▸ THE PROBLEM: Only lines with the word "points" belong in the answer; copy them from the records below.

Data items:
"""

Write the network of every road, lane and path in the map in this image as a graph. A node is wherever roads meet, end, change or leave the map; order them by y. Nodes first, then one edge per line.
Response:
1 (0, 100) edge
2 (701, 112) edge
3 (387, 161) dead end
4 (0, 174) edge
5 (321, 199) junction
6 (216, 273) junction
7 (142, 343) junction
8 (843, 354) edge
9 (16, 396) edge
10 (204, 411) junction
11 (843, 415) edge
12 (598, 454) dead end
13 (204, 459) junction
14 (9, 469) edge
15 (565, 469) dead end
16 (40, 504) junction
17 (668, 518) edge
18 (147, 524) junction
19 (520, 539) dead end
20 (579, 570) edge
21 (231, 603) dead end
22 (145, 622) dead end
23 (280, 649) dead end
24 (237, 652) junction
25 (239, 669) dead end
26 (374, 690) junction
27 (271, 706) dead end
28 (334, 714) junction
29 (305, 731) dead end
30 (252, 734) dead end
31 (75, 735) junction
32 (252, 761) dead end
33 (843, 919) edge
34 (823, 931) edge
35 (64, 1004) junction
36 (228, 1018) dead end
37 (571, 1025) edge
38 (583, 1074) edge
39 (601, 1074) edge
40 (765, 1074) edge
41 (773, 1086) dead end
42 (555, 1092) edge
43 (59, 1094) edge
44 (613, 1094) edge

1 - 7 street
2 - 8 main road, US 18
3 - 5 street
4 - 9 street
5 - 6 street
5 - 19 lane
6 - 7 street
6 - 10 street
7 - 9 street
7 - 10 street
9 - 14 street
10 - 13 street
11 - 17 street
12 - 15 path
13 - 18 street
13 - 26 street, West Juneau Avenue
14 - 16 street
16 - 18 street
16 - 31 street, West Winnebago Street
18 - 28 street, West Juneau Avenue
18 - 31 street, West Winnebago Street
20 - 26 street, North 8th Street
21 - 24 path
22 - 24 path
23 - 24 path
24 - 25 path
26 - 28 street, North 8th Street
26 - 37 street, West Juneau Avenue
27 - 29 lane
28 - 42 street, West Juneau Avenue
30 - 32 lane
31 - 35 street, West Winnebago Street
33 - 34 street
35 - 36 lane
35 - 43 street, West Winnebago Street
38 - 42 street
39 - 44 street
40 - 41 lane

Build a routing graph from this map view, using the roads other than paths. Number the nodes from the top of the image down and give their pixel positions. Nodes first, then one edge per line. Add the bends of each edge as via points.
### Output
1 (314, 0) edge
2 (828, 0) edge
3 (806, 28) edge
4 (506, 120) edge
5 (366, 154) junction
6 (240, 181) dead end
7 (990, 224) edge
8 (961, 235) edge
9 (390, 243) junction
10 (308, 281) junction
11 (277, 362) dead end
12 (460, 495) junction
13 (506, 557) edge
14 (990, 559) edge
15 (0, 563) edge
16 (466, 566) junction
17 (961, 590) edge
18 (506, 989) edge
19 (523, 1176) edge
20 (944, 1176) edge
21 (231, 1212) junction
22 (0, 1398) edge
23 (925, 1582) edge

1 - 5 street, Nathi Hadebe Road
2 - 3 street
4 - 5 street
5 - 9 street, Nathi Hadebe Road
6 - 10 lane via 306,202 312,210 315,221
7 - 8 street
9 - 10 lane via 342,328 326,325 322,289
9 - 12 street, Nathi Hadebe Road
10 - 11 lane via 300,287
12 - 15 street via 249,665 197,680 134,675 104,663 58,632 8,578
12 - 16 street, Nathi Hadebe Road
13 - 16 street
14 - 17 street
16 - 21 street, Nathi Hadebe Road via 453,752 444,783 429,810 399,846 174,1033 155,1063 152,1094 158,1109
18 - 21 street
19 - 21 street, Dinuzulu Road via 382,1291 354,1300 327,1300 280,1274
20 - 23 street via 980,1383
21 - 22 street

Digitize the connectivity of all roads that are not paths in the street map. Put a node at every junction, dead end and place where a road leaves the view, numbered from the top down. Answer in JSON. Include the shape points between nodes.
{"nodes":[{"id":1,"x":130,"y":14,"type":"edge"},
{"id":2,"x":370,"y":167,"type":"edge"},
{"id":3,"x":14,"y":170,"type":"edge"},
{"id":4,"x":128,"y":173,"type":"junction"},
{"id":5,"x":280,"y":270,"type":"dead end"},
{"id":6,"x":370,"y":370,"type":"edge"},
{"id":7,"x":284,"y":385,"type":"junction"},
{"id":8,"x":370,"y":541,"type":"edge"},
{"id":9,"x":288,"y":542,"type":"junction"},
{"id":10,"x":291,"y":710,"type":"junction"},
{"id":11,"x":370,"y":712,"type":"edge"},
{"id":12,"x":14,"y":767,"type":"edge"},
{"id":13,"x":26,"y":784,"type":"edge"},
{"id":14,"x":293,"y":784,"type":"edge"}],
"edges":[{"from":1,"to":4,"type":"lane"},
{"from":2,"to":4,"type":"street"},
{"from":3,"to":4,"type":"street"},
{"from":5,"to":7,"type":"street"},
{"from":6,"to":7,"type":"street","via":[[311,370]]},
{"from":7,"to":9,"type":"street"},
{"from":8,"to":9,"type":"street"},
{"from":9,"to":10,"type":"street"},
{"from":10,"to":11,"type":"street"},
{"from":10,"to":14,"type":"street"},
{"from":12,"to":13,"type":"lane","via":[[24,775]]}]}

"""

▸ EXERCISE RESULT:
Build a routing graph from this map view, using the roads other than paths. Number the nodes from the top of the image down and give their pixel positions. Nodes first, then one edge per line. Add the bends of each edge as via points.
Digitize the connectivity of all roads that are not paths in the street map. Put a node at every junction, dead end and place where a road leaves the view, numbered from the top down. Answer in JSON. Include the shape points between nodes.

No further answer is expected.